The first thing you see when you enter the greenhouse | David Lindgren

When you first enter, you are met with a rush of warm air and the loud whirring of fans. Looking around, there are dozens of plants in all sorts of shapes and colors. There is even a pond tucked away in a corner. You might have even seen the purple light it emits out of the Integrated Science Center at night. 

The greenhouse is a secluded part of campus, although people pass it almost every day. Few people have the privilege to enter their little alcove, but it is an experience that lab technicians Christine Graf and Harshana DeSilva Feelixge feel more people should have access to.

One of the big projects in the greenhouse is a simulated Minnesota freshwater environment, a project started by the late Michelle Marko, and aptly named Marko’s Marsh. The greenhouse has several small tubs and one large basin for these environments.
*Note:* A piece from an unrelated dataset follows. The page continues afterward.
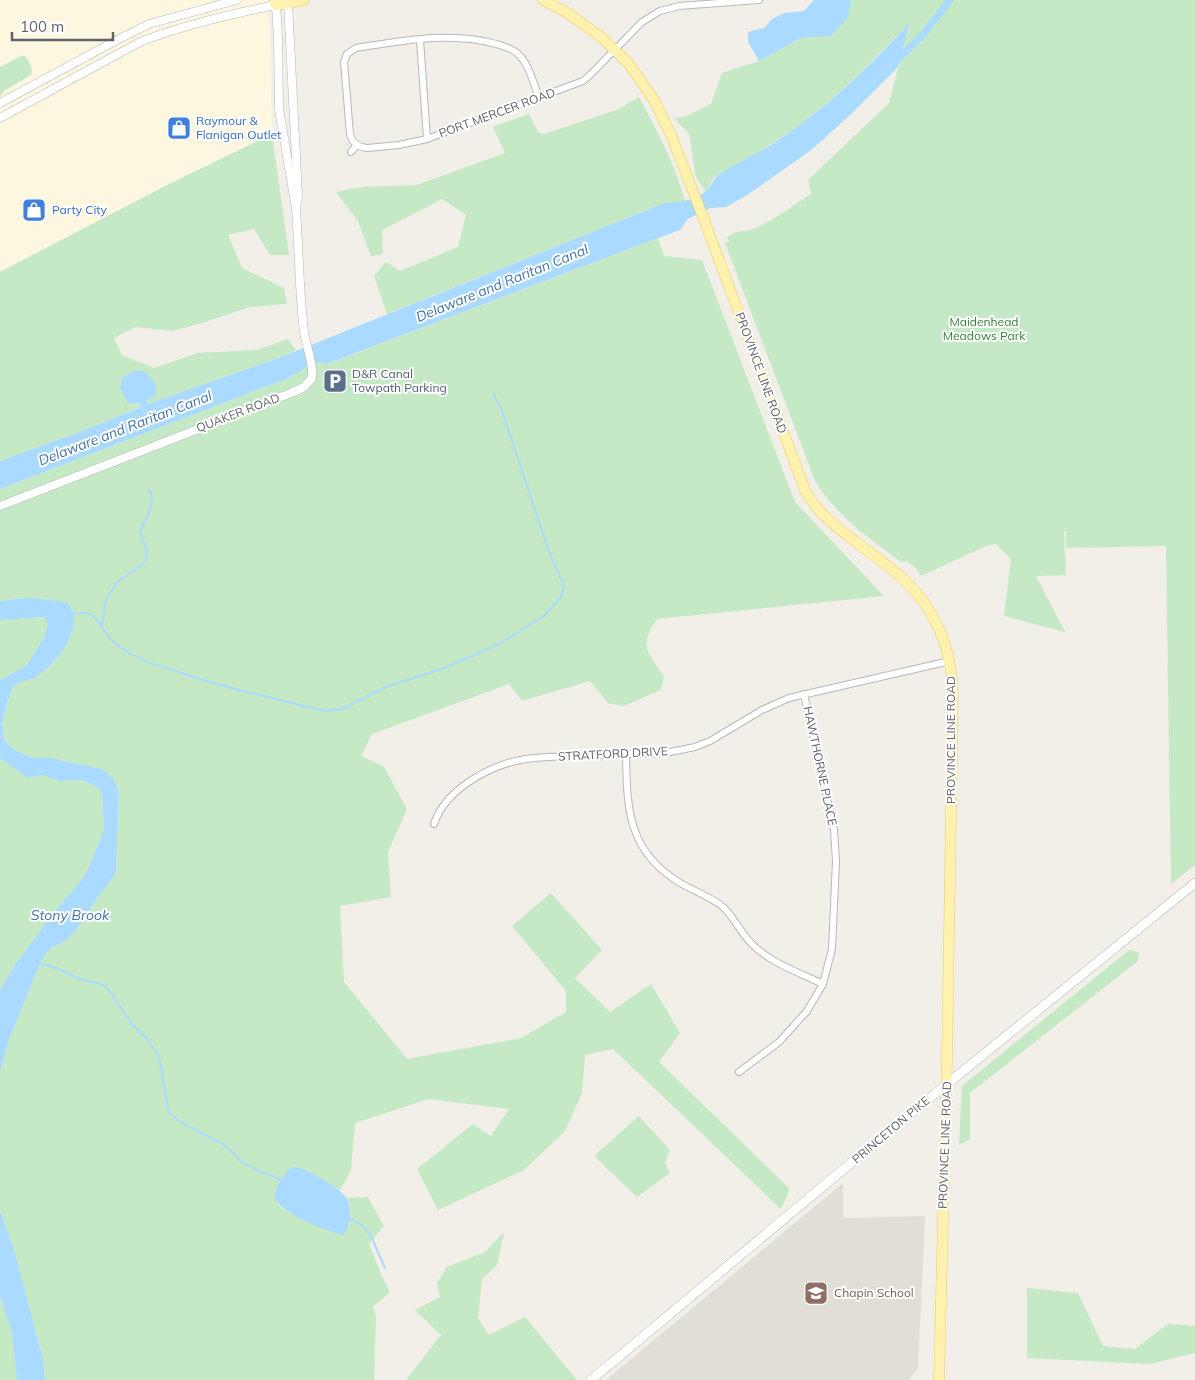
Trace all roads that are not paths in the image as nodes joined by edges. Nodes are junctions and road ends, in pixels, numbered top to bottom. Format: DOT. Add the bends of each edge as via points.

They are populated with plants taken directly from Concordia’s research station on Long Lake, a freshwater ecosystem in central MN. 

One of the greenhouse’s simulated freshwater ecosystems | David Lindgren

“Michelle and I were always talking about bringing in native dragonflies so they might stick around for the winter,” said Feelixge. 

Feelixge and Marko wanted to introduce native dragonflies to these simulated environments to help make them as authentic as possible. Feelixge is working to establish lilies and cattails in the pond to create a habitat for the dragonflies.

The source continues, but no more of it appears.